# EXERCISE INSTRUCTIONS
Within the entries below, find each line containing the word "roads" and copy it.

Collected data
^^^^^^^^
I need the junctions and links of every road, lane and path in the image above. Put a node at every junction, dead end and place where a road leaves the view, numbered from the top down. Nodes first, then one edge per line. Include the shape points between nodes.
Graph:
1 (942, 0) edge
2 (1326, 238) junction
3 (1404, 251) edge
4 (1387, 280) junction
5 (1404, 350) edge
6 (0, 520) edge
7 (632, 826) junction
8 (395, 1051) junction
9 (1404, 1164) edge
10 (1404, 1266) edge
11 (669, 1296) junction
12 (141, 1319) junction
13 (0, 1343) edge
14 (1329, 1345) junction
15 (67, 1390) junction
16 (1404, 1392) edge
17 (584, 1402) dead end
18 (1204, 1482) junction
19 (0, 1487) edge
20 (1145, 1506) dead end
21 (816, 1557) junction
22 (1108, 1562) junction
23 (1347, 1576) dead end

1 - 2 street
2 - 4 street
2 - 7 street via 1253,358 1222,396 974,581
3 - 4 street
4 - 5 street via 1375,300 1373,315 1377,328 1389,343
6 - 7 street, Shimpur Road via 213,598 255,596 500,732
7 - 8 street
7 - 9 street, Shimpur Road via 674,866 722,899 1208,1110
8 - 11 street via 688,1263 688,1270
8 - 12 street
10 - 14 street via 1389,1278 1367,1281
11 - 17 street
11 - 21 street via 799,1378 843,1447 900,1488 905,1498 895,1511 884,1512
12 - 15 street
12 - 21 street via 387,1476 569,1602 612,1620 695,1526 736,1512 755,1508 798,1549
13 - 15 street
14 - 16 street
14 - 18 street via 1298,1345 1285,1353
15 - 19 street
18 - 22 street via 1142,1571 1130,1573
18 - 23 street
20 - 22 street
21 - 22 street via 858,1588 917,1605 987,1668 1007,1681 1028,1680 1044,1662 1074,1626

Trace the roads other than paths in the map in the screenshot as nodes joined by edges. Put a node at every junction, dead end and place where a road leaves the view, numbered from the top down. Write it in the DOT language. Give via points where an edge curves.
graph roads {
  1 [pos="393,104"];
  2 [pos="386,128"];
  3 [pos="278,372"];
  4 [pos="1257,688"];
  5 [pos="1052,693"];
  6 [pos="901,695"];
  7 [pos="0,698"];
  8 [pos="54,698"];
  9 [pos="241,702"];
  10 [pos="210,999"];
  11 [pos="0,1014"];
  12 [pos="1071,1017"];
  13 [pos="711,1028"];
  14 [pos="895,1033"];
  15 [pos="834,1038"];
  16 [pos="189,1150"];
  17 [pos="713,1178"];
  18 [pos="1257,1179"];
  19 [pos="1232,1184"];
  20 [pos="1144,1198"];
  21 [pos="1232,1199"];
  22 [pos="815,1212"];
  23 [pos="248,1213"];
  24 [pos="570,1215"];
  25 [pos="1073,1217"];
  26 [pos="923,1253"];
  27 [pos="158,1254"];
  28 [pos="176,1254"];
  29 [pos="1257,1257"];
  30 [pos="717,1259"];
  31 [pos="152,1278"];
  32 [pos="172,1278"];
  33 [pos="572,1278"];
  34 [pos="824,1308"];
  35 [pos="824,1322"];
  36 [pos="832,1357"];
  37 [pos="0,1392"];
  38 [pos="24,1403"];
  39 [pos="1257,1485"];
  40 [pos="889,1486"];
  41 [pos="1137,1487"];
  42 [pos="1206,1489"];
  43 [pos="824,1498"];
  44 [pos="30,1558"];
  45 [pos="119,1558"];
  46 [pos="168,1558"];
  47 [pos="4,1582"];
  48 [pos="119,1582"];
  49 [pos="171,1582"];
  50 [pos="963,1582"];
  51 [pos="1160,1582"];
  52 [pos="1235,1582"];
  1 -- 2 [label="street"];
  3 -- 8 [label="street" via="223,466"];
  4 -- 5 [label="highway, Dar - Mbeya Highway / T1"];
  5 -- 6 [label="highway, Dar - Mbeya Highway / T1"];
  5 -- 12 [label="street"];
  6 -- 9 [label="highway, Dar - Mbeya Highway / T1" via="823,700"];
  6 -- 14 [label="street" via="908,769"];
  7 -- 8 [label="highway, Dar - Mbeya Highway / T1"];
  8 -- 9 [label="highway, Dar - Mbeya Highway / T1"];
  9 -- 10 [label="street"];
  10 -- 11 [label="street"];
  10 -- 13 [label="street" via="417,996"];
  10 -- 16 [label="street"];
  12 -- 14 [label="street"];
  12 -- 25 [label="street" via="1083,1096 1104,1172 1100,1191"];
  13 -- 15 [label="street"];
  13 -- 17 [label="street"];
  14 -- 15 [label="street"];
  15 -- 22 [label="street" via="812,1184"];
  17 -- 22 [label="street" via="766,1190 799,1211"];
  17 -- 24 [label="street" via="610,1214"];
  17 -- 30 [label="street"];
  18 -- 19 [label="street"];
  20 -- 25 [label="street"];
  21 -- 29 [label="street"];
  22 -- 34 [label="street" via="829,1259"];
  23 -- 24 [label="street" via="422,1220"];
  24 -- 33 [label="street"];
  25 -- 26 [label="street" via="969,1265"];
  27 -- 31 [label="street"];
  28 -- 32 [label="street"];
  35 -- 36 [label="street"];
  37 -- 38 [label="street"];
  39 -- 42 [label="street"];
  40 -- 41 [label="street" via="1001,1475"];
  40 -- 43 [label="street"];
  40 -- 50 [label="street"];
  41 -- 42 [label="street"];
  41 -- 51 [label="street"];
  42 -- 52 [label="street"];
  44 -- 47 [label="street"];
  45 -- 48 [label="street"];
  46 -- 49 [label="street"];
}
^^^^^^^^
# YOUR SOLUTION
Trace the roads other than paths in the map in the screenshot as nodes joined by edges. Put a node at every junction, dead end and place where a road leaves the view, numbered from the top down. Write it in the DOT language. Give via points where an edge curves.
graph roads {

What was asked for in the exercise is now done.